Hallo, ich als Laie hätte gern eine Aussage darüber (Romanrecherche), inwiefern durch Zellabsterben und Ersetzen sich ein menschlicher Körper komplett "austauscht". Mit anderen Worten: Innerhalb welches Zeitraumes hat sich ein erwachsener menschlicher Organismus derart regeneriert (Zellzyklus durchlaufen), dass keine Zelle gegenüber einem Anfangsdatum überlebt hat? Kann es sein, dass ein Individuum aus dem Jahre 2000 sechs Jahre später so gut wie keine seiner alten Zellen mehr aufweist, demnach einen "unsichtbaren Tod" erlitt, also eine Kopie seiner selbst darstellt? Ich denke mal, dass Gehirnzellen dauerhaft überleben (welche Zelltypen bleiben von Geburt bis zum Tod unangetastet), aber kennt jemand eine Schätzung in Prozent, in welchem Zeitraum wieviel Zellmasse abgestorben und ersetzt wurden ist?

Gruß, Frank Rahde 14:08, 22. Apr 2006 (CEST)

Da liegt anscheinend eine Verwechslung vor: Man sagt, dass innerhalb von 7 Jahren fast alle ATOME des Körpers ausgetauscht seien bist auf einen Rest von ca. 1 Promille, die es im allgemeinen Fließgleichgewicht nicht erwischt hat. Das hat mit dem ständigen molekularen Auf- und Abbau im Stoffwechsel zu tun. ABER: davon sind nicht die Zellen als Struktur betroffen ! D.h. die meisten Zellen bleiben, wo und was sie sind, erneuern aber ihre Substanz ständig auf der molekularen Ebene.
Natürlich sterben dazwischen heraus auch immer einzelne Zellen ab. In manchen Geweben werden sie ersetzt, in anderen nicht oder kaum. Blutzellen werden z.B. ständig neu gebildet und ersetzen abgestorbene; im Gehirn werden kaum Zellen neu gebildet, einige aber nach neuesten Erkenntnissen schon. --Kursch 01:13, 23. Apr 2006 (CEST)
Danke für den Hinweis (wo kann ich genaueres über den atomaren Austausch in Bezug auf den Körper in Wikipedia nachlesen?)! Im Artikel erfährt man leider keine Schätzung, aus wie viel Atomen eine typische Zelle besteht (bzw. der gesamte Körper). Wenn nach 7 Jahren fast alle Atome ausgetauscht worden sein sollen, wären doch auch die davon betroffenen Zellen nicht mehr dieselben, zumindest "stofflich". Die Zellteilung und der Stoffwechsel verändern/erneuern doch die Zelle, sie bleiben nur an ihrem Platz in der Struktur, richtig verstanden? Frank Rahde 09:02, 25. Apr 2006 (CEST) (ein Soziologe auf Abwegen)

Umbau

Was soll da umgebaut werden ?--straktur 20:35, 26. Mai 2006 (CEST)

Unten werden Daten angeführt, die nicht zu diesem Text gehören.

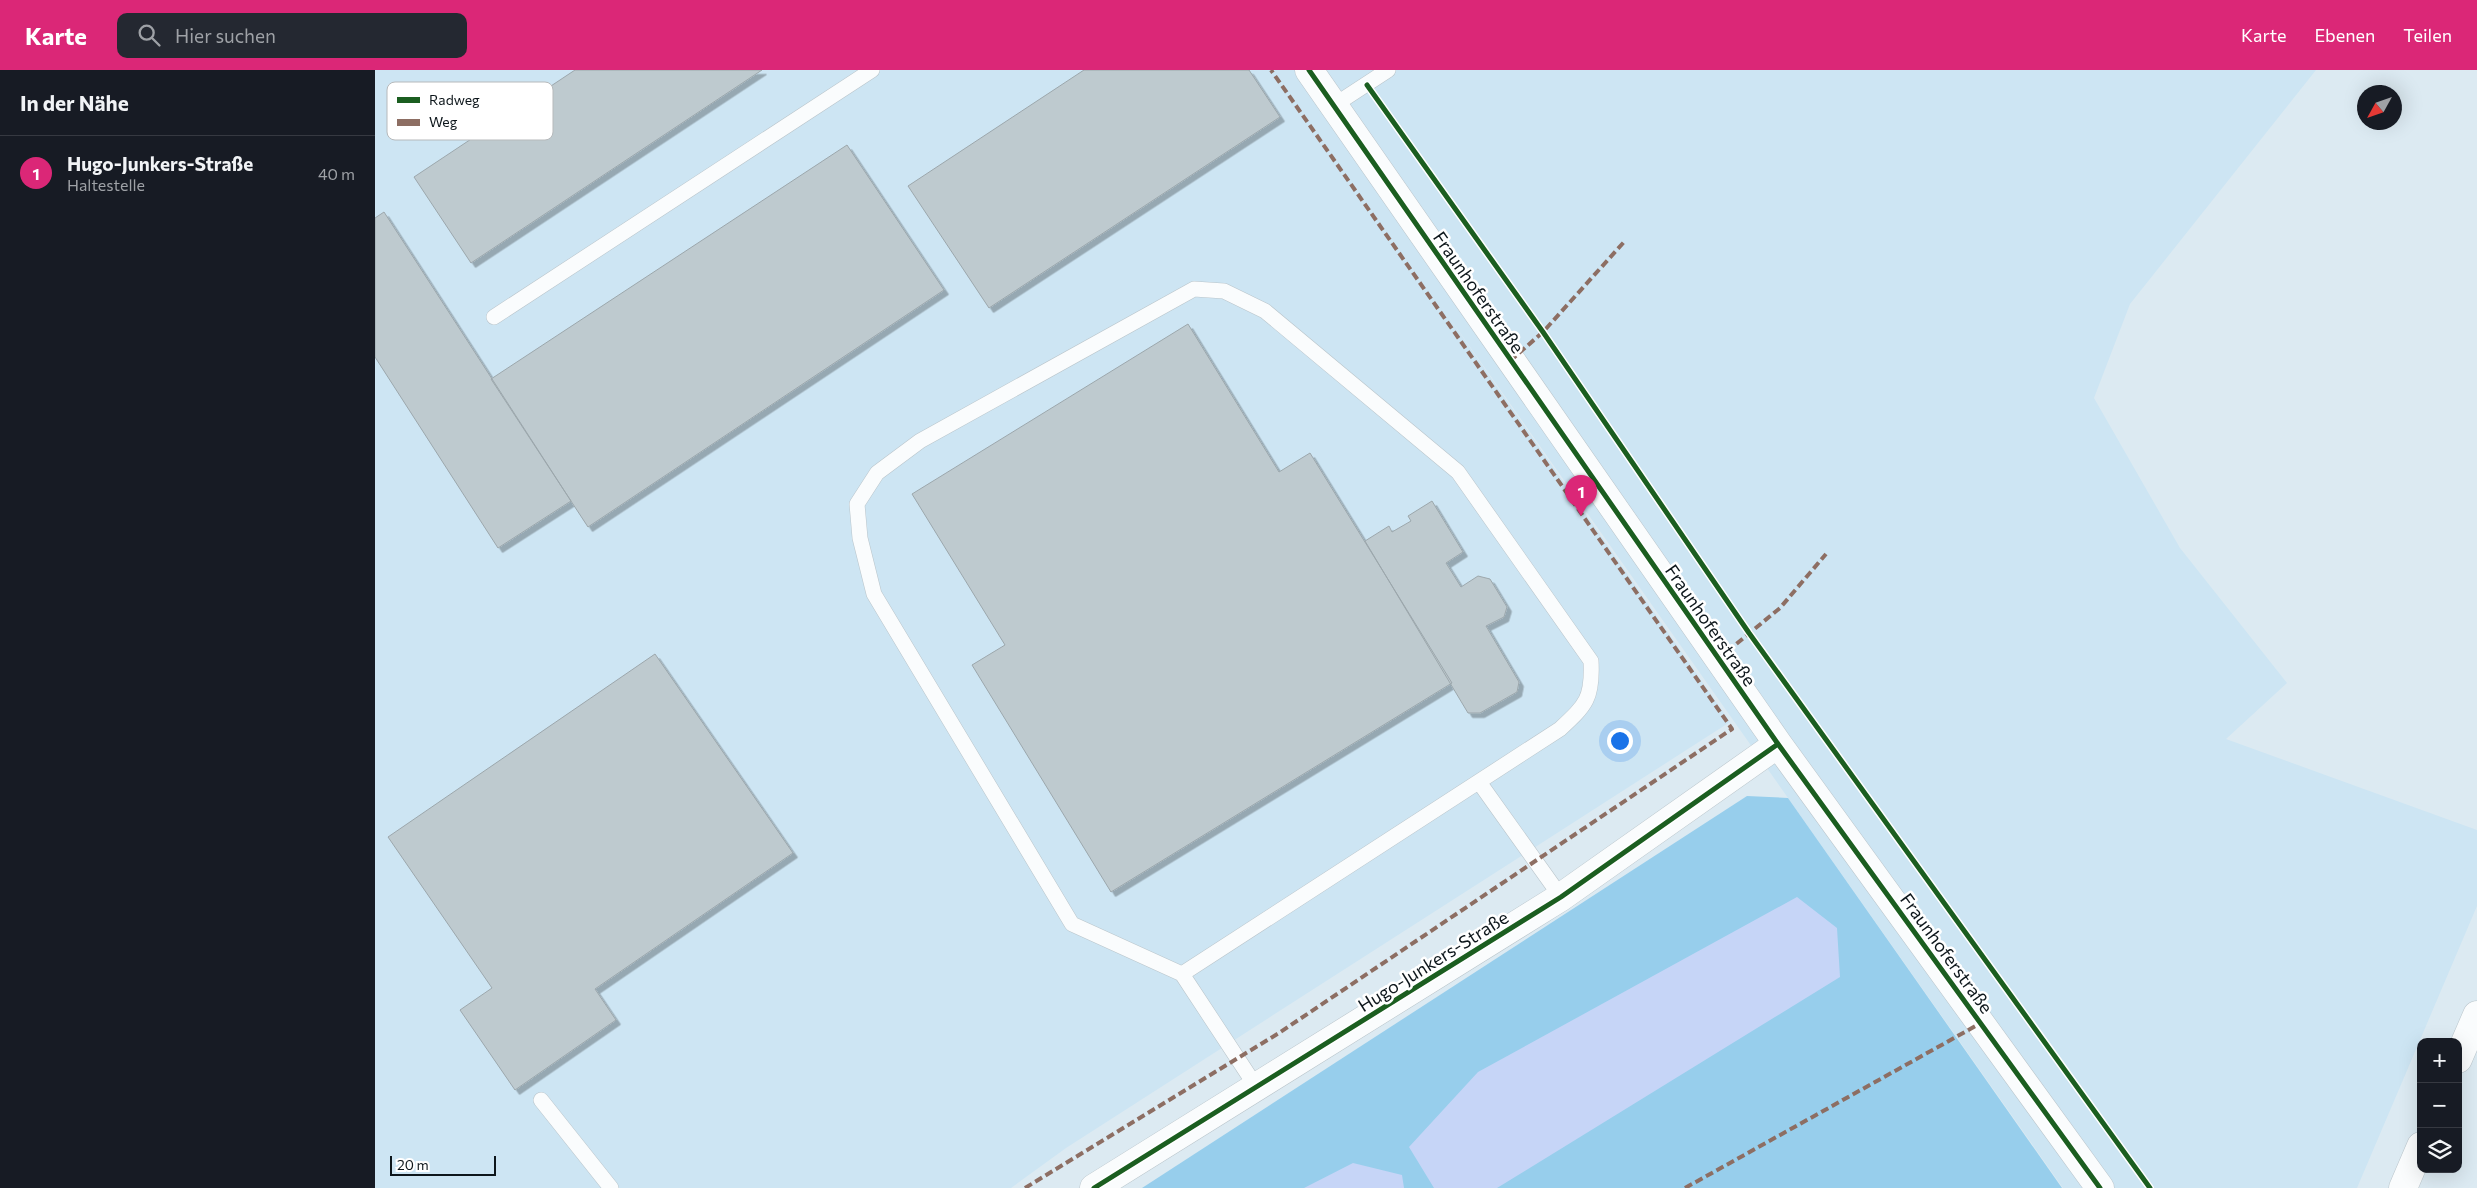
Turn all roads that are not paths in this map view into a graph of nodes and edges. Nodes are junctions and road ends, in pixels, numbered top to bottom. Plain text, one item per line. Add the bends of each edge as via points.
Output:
1 (872, 70) edge
2 (1309, 70) edge
3 (1389, 70) edge
4 (1333, 106) junction
5 (494, 317) dead end
6 (1777, 744) junction
7 (1479, 782) junction
8 (1561, 897) junction
9 (1182, 974) junction
10 (2477, 1015) edge
11 (2462, 1050) edge
12 (1257, 1088) junction
13 (541, 1100) dead end
14 (2417, 1155) edge
15 (611, 1188) edge
16 (1094, 1188) edge
17 (2100, 1188) edge
18 (2403, 1188) edge

1 - 5 lane
2 - 4 street, Fraunhoferstraße
3 - 4 lane
4 - 6 street, Fraunhoferstraße
6 - 8 street, Hugo-Junkers-Straße
6 - 17 street, Fraunhoferstraße
7 - 8 lane
7 - 9 lane
7 - 9 lane via 1561,729 1583,708 1592,684 1591,662 1458,472 1265,311 1224,291 1194,289 920,441 877,473 857,504 860,538 874,594 1072,924
8 - 12 street, Hugo-Junkers-Straße
9 - 12 lane
10 - 11 street
12 - 16 street, Hugo-Junkers-Straße
13 - 15 lane
14 - 18 street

Ich finde den Aufbau des Artikels in der englischen Version sehr gut. Viele Aspekte, die dort behandelt werden fehlen in diesem. Außerdem wollte ich diesen Artikel gern nach der Überarbeitung zur Lesenswert-Kandidatur antreten lassen. --Leuchtbakterienenzym 10:28, 29. Mai 2006 (CEST)

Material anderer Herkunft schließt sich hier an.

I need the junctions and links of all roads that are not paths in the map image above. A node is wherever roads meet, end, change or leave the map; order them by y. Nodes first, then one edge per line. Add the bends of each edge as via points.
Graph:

Ich schlage vor, die „Entdeckungsgeschichte der Zelle“, ein bisher leeres Kapitel, im Artikel Zellbiologie (Cytologie) einzustellen. Einerseits könnte dies den ohnehin schon sehr langen Artikel über die Zelle entlasten, andererseits ist die Entdeckungsgeschichte der Zelle, ihrer Funktionen und Organellen, im Cytologie-Artikel bereits grundgelegt und überschneidet sich ohnehin weitgehend mit der Geschichte der Cytologie. mfg--Regiomontanus 16:10, 17. Aug 2006 (CEST)

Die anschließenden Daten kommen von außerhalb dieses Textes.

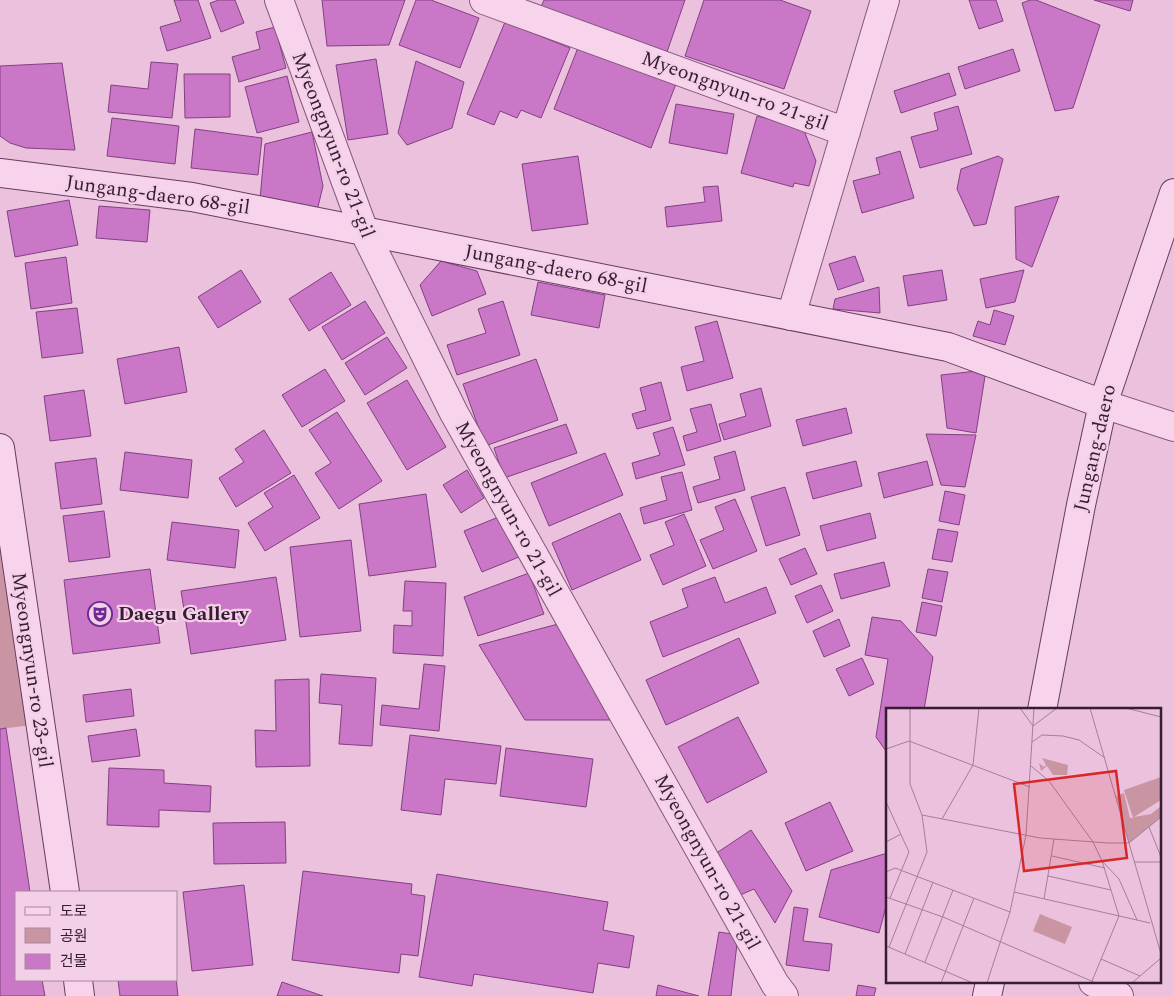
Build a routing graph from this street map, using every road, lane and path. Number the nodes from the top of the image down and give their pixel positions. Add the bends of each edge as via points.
1 (484, 0) edge
2 (885, 0) edge
3 (278, 2) edge
4 (846, 132) junction
5 (0, 173) edge
6 (1174, 193) edge
7 (364, 231) junction
8 (791, 316) junction
9 (1103, 404) junction
10 (1174, 428) edge
11 (0, 448) edge
12 (1042, 708) edge
13 (65, 891) edge
14 (78, 981) edge
15 (1098, 984) edge
16 (80, 996) edge
17 (784, 996) edge
18 (1119, 996) edge

1 - 4 street, Myeongnyun-ro 21-gil
2 - 4 street
3 - 7 street, Myeongnyun-ro 21-gil
4 - 8 street
5 - 7 street, Jungang-daero 68-gil via 192,197
6 - 9 street, Jungang-daero
7 - 8 street, Jungang-daero 68-gil
7 - 17 street, Myeongnyun-ro 21-gil via 454,412
8 - 9 street, Jungang-daero 68-gil via 948,347
9 - 10 street, Jungang-daero 68-gil
9 - 12 street, Jungang-daero
11 - 13 street, Myeongnyun-ro 23-gil
14 - 16 street
15 - 18 street

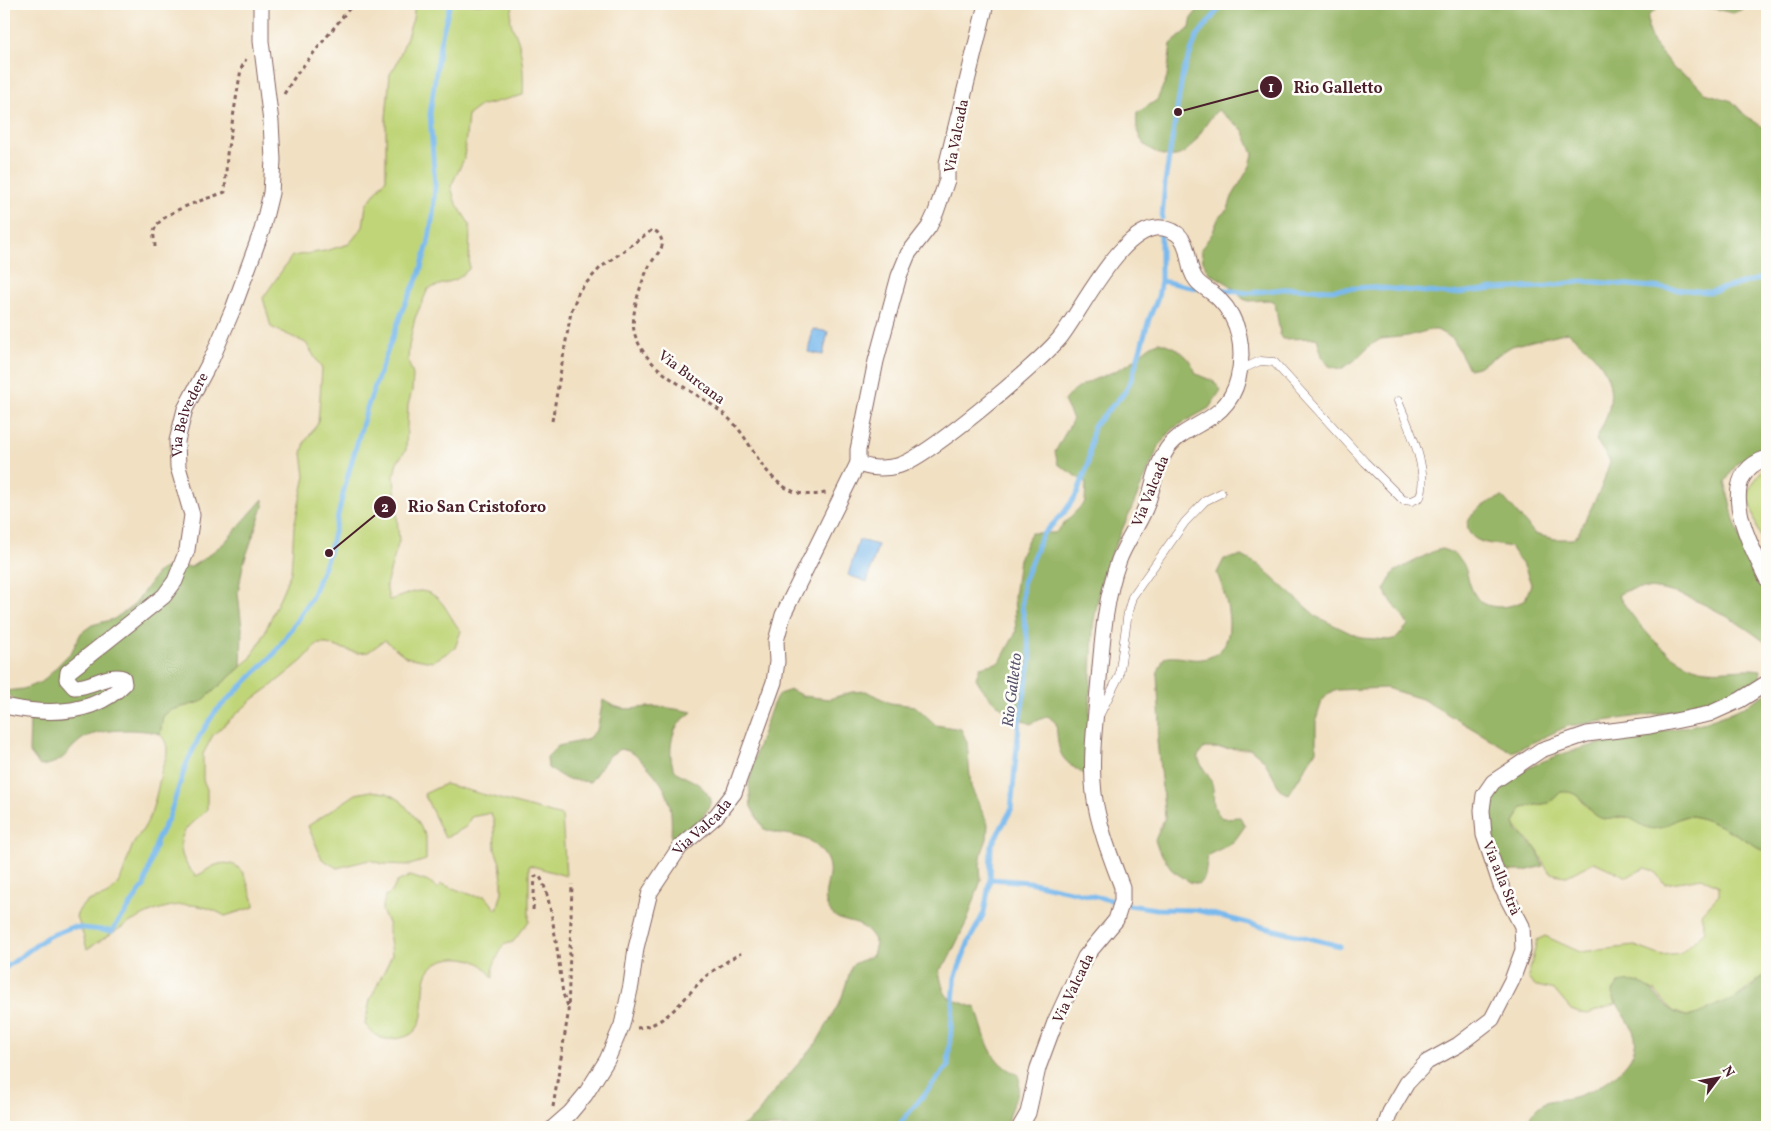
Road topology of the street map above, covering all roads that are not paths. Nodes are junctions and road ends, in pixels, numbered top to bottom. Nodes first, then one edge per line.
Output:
1 (260, 4) edge
2 (986, 4) edge
3 (1240, 370) junction
4 (1398, 401) dead end
5 (1767, 458) edge
6 (858, 463) junction
7 (1222, 493) dead end
8 (1767, 579) edge
9 (1767, 683) edge
10 (4, 706) edge
11 (1095, 723) junction
12 (558, 1124) edge
13 (1020, 1127) edge
14 (1385, 1127) edge

1 - 10 street, Via Belvedere
2 - 6 street, Via Valcada
3 - 4 lane
3 - 6 street, Via Valcada
3 - 11 street, Via Valcada
5 - 8 street
6 - 12 street, Via Valcada
7 - 11 lane
9 - 14 street, Via alla Strà
11 - 13 street, Via Valcada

Ein paar Hinweise zum geplanten Umbau: - Ribosomen haben keine Membran und sind daher per Definition keine Organellen. (Ist im Artikel Organellen und im englischen cell Artikel leider auch falsch). Für Zentriolen gilt das selbe.

- Organellen = membrangebundene Bestandteile sowie Zellskelett gibt es nur in Eukaryonten (Im Gegensatz zu Ribosomen, die gibt's auch bei den Prokaryonten). Daher wäre es logisch die als Unterkapitel der eukaryontischen Zelle zu bringen.

- Der Unterschied von Pro- und Eukaryonten ist nicht die Kernmambran, sondern der Kern an sich.

- Bei Enstehung der Zelle wäre ein Link auf Endosymbiontentheorie gut. Gruß, --Dietzel65 13:32, 7. Okt 2006 (CEST)

Danke für den Hinweis! Hab ich grad nicht mit gedacht. Allerdings hab ich auch ziemlich viel um die Ohren und kann mich schon seit ner Weile nicht mehr um den Artikel kümmern. Wird sich hoffentlich bald ändern. Danke nochmal. --Leuchtbakterienenzym 14:06, 8. Okt 2006 (CEST)

Wieviele Informationen enthält die DNA einer Zelle?

Hallo, in einer Diskussion mit Freunden kam die Frage auf, ob eine Zelle die genetischen Informationen für den kompletten Körper enthält oder nur die Informationen trägt, die für die Stoffproduktion und Zellteilung nötig sind? Ich finde, dass die Antwort für einen Laien (wie ich es bin) in einem Lexikoneintrag für das allgemeine Verständnis wichtig ist. 84.56.183.156 13:10, 24. Aug 2006 (CEST)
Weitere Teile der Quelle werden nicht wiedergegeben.